• [PROBLEM DESCRIPTION]:
The following entries are to be retyped in full, exactly as written.

Dataset items
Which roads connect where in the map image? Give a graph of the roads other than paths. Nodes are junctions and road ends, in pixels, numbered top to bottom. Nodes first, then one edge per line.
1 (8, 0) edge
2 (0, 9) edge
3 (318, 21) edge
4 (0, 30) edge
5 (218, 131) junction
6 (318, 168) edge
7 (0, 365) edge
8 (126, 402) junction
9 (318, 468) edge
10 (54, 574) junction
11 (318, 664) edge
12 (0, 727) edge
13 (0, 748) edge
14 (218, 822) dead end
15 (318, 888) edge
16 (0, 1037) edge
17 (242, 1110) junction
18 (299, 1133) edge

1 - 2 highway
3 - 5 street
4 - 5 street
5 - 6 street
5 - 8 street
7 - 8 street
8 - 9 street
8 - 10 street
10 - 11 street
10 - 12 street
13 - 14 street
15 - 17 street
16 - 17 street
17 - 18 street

• [COMPLETED EXERCISE]:
Which roads connect where in the map image? Give a graph of the roads other than paths. Nodes are junctions and road ends, in pixels, numbered top to bottom. Nodes first, then one edge per line.
1 (8, 0) edge
2 (0, 9) edge
3 (318, 21) edge
4 (0, 30) edge
5 (218, 131) junction
6 (318, 168) edge
7 (0, 365) edge
8 (126, 402) junction
9 (318, 468) edge
10 (54, 574) junction
11 (318, 664) edge
12 (0, 727) edge
13 (0, 748) edge
14 (218, 822) dead end
15 (318, 888) edge
16 (0, 1037) edge
17 (242, 1110) junction
18 (299, 1133) edge

1 - 2 highway
3 - 5 street
4 - 5 street
5 - 6 street
5 - 8 street
7 - 8 street
8 - 9 street
8 - 10 street
10 - 11 street
10 - 12 street
13 - 14 street
15 - 17 street
16 - 17 street
17 - 18 street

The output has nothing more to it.